━━━━━ Excerpted data

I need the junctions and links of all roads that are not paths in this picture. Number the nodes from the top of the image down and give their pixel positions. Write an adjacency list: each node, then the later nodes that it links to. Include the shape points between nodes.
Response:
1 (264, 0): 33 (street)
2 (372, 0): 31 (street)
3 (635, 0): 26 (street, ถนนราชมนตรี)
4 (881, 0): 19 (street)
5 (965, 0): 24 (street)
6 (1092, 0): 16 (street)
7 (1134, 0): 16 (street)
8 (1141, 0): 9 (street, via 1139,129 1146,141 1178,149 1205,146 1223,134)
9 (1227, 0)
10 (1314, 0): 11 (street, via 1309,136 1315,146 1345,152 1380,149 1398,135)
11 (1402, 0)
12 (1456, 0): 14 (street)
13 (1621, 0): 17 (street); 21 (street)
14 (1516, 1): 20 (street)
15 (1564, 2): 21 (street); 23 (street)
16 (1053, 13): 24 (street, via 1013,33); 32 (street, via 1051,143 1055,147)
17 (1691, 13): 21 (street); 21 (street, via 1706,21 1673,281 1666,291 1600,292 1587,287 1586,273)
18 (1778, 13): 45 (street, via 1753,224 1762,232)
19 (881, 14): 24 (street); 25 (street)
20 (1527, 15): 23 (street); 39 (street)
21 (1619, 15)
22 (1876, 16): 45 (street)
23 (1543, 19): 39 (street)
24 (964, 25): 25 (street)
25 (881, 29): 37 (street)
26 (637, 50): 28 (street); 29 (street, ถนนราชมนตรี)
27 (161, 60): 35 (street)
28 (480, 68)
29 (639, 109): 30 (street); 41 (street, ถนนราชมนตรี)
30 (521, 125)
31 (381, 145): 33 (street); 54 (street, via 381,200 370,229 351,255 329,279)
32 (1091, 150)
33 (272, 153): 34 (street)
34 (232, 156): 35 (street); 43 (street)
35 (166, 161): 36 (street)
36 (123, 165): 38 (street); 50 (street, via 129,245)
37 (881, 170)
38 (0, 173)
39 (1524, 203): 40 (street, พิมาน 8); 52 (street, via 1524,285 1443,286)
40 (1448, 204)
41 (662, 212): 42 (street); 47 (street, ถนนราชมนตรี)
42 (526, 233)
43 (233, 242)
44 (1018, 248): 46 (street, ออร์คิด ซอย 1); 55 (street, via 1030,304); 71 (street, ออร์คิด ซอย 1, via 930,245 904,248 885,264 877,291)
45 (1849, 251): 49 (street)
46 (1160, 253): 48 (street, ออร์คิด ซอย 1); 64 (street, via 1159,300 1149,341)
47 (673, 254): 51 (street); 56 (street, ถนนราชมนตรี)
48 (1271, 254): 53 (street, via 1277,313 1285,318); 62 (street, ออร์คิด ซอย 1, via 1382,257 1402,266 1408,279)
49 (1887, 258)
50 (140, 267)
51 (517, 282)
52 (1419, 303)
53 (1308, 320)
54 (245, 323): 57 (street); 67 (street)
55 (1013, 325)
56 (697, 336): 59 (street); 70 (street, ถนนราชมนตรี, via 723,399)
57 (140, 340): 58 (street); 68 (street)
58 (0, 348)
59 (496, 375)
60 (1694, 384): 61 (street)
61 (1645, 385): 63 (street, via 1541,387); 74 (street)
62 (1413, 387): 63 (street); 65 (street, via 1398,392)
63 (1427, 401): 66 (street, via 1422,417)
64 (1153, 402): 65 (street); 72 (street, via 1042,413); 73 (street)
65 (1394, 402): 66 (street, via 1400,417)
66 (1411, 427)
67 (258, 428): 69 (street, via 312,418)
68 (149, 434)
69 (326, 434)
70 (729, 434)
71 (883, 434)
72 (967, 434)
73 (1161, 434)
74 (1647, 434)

━━━━━━━━━━

What you will do — Start to finish, restate the records above word for word.

Result of this exercise —
I need the junctions and links of all roads that are not paths in this picture. Number the nodes from the top of the image down and give their pixel positions. Write an adjacency list: each node, then the later nodes that it links to. Include the shape points between nodes.
Response:
1 (264, 0): 33 (street)
2 (372, 0): 31 (street)
3 (635, 0): 26 (street, ถนนราชมนตรี)
4 (881, 0): 19 (street)
5 (965, 0): 24 (street)
6 (1092, 0): 16 (street)
7 (1134, 0): 16 (street)
8 (1141, 0): 9 (street, via 1139,129 1146,141 1178,149 1205,146 1223,134)
9 (1227, 0)
10 (1314, 0): 11 (street, via 1309,136 1315,146 1345,152 1380,149 1398,135)
11 (1402, 0)
12 (1456, 0): 14 (street)
13 (1621, 0): 17 (street); 21 (street)
14 (1516, 1): 20 (street)
15 (1564, 2): 21 (street); 23 (street)
16 (1053, 13): 24 (street, via 1013,33); 32 (street, via 1051,143 1055,147)
17 (1691, 13): 21 (street); 21 (street, via 1706,21 1673,281 1666,291 1600,292 1587,287 1586,273)
18 (1778, 13): 45 (street, via 1753,224 1762,232)
19 (881, 14): 24 (street); 25 (street)
20 (1527, 15): 23 (street); 39 (street)
21 (1619, 15)
22 (1876, 16): 45 (street)
23 (1543, 19): 39 (street)
24 (964, 25): 25 (street)
25 (881, 29): 37 (street)
26 (637, 50): 28 (street); 29 (street, ถนนราชมนตรี)
27 (161, 60): 35 (street)
28 (480, 68)
29 (639, 109): 30 (street); 41 (street, ถนนราชมนตรี)
30 (521, 125)
31 (381, 145): 33 (street); 54 (street, via 381,200 370,229 351,255 329,279)
32 (1091, 150)
33 (272, 153): 34 (street)
34 (232, 156): 35 (street); 43 (street)
35 (166, 161): 36 (street)
36 (123, 165): 38 (street); 50 (street, via 129,245)
37 (881, 170)
38 (0, 173)
39 (1524, 203): 40 (street, พิมาน 8); 52 (street, via 1524,285 1443,286)
40 (1448, 204)
41 (662, 212): 42 (street); 47 (street, ถนนราชมนตรี)
42 (526, 233)
43 (233, 242)
44 (1018, 248): 46 (street, ออร์คิด ซอย 1); 55 (street, via 1030,304); 71 (street, ออร์คิด ซอย 1, via 930,245 904,248 885,264 877,291)
45 (1849, 251): 49 (street)
46 (1160, 253): 48 (street, ออร์คิด ซอย 1); 64 (street, via 1159,300 1149,341)
47 (673, 254): 51 (street); 56 (street, ถนนราชมนตรี)
48 (1271, 254): 53 (street, via 1277,313 1285,318); 62 (street, ออร์คิด ซอย 1, via 1382,257 1402,266 1408,279)
49 (1887, 258)
50 (140, 267)
51 (517, 282)
52 (1419, 303)
53 (1308, 320)
54 (245, 323): 57 (street); 67 (street)
55 (1013, 325)
56 (697, 336): 59 (street); 70 (street, ถนนราชมนตรี, via 723,399)
57 (140, 340): 58 (street); 68 (street)
58 (0, 348)
59 (496, 375)
60 (1694, 384): 61 (street)
61 (1645, 385): 63 (street, via 1541,387); 74 (street)
62 (1413, 387): 63 (street); 65 (street, via 1398,392)
63 (1427, 401): 66 (street, via 1422,417)
64 (1153, 402): 65 (street); 72 (street, via 1042,413); 73 (street)
65 (1394, 402): 66 (street, via 1400,417)
66 (1411, 427)
67 (258, 428): 69 (street, via 312,418)
68 (149, 434)
69 (326, 434)
70 (729, 434)
71 (883, 434)
72 (967, 434)
73 (1161, 434)
74 (1647, 434)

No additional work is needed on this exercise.